=== Begin Enclosure ===

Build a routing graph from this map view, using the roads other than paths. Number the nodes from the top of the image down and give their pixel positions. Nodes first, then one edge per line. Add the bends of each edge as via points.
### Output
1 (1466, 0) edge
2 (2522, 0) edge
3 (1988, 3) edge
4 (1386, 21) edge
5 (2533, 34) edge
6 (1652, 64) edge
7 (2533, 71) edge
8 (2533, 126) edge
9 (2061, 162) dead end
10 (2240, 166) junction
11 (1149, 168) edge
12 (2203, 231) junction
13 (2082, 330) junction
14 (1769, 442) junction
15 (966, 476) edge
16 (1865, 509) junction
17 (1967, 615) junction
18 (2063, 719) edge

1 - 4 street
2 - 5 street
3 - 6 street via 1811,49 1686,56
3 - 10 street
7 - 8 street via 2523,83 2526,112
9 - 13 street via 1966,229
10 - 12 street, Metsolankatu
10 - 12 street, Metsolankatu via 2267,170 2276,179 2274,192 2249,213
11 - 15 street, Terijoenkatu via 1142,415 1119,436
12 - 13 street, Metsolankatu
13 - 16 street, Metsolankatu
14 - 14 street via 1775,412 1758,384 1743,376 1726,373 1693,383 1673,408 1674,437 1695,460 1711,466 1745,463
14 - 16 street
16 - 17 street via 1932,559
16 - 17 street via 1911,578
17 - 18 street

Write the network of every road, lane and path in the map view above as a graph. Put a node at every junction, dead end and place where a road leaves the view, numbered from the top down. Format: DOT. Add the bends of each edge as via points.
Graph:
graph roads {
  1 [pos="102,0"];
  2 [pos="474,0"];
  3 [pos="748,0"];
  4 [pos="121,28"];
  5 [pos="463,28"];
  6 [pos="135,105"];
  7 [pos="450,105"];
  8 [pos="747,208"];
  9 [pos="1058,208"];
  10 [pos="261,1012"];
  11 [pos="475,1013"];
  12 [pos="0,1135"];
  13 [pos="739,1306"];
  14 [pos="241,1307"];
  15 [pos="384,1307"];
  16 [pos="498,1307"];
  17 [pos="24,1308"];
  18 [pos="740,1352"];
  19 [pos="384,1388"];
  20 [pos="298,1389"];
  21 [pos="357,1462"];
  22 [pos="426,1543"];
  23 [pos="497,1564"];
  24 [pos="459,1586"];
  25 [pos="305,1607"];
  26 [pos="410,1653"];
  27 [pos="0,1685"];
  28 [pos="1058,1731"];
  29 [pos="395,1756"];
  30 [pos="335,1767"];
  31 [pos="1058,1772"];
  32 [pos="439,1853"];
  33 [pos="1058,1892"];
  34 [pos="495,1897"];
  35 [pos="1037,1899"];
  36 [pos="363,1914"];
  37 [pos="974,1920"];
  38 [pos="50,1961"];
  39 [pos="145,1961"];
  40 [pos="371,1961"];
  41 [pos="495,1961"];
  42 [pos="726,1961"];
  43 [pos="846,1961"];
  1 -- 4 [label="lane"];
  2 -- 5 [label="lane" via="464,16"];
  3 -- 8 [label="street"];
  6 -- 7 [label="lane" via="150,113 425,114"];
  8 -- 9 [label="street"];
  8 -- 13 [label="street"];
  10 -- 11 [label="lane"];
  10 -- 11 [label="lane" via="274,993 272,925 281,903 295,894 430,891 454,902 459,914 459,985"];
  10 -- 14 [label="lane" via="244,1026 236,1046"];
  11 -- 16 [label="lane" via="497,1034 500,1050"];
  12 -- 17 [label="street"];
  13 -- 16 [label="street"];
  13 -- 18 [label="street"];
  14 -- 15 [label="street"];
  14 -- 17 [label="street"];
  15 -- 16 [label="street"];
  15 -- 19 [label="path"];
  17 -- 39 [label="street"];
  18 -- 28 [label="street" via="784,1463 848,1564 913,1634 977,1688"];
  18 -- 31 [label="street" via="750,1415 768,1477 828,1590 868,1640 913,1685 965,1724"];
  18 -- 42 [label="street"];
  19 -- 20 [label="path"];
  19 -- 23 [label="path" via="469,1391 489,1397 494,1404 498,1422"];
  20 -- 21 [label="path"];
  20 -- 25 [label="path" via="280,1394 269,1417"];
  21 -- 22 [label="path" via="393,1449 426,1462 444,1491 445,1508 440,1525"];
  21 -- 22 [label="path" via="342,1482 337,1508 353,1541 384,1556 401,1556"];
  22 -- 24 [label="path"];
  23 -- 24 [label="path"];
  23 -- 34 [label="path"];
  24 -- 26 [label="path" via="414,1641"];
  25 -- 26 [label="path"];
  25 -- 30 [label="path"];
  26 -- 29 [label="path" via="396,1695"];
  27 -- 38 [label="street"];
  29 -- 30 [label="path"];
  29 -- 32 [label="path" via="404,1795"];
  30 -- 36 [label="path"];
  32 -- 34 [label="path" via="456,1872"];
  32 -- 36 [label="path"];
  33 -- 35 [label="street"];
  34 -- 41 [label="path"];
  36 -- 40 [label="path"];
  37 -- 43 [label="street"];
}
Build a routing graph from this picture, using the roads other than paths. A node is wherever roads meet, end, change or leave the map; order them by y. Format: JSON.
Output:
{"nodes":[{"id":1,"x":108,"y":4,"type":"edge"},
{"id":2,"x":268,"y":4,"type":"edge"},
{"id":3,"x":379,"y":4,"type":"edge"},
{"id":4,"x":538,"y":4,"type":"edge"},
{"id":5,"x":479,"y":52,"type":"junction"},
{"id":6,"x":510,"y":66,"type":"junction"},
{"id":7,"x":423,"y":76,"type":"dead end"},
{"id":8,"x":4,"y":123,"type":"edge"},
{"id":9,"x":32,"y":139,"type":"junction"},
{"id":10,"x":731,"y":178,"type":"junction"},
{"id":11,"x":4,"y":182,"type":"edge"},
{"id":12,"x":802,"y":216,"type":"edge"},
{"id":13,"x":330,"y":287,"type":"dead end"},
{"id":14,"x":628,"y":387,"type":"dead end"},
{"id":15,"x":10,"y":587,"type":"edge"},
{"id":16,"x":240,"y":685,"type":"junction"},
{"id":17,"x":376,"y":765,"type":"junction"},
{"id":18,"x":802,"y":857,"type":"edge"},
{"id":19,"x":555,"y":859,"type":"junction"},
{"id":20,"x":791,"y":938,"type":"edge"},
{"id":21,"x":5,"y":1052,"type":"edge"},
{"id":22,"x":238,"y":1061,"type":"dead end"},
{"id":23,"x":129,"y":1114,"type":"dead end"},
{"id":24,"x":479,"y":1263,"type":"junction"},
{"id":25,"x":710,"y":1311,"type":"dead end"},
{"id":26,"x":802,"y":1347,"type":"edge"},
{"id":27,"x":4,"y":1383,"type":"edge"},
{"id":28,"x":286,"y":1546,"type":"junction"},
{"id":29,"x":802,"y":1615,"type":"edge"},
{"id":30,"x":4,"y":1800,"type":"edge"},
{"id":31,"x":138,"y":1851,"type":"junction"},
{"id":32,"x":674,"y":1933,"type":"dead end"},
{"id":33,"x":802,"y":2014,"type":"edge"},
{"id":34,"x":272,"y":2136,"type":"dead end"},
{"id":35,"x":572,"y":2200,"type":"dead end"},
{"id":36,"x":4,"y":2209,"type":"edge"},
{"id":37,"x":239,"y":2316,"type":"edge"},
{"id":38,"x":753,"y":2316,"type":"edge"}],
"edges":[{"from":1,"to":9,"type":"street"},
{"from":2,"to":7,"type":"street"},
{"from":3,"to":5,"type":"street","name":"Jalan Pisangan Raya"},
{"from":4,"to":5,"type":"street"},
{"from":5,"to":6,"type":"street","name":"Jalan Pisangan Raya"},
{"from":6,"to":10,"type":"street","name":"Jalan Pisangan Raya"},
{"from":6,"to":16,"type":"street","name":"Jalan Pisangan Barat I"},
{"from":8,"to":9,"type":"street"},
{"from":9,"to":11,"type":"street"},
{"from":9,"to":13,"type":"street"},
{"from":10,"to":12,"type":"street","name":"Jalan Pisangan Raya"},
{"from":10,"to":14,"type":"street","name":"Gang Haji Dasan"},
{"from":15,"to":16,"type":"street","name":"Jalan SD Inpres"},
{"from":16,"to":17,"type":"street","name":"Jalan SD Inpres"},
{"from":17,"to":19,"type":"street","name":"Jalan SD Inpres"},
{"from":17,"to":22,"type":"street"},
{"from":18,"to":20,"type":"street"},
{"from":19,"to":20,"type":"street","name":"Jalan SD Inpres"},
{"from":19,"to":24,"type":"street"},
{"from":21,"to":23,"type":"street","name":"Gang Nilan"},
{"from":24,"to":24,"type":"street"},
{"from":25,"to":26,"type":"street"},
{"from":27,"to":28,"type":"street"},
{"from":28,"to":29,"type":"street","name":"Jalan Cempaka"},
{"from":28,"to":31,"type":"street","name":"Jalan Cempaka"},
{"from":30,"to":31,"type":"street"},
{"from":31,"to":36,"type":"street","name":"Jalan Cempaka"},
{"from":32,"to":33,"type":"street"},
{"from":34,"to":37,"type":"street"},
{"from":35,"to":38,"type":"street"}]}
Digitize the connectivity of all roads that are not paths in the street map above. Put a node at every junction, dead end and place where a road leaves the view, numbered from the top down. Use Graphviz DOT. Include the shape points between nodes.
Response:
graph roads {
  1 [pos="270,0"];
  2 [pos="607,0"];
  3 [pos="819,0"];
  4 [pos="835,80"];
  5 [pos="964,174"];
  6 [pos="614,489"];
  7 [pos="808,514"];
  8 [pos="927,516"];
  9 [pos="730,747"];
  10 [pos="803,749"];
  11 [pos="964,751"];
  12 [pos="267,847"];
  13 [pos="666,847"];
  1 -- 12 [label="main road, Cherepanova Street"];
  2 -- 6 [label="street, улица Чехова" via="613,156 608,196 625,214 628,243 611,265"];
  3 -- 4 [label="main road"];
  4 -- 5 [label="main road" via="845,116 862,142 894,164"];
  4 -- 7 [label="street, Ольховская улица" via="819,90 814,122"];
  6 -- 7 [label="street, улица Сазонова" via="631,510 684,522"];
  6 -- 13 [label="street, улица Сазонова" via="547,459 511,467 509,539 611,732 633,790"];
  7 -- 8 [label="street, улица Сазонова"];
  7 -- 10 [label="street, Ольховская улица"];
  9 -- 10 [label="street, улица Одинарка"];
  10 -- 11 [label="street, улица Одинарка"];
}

=== End Enclosure ===

YOUR TASK: Within the data above, filter for lines containing the word "Одинарка" and copy each one.

ANSWER TO THIS PROBLEM:
  9 -- 10 [label="street, улица Одинарка"];
  10 -- 11 [label="street, улица Одинарка"];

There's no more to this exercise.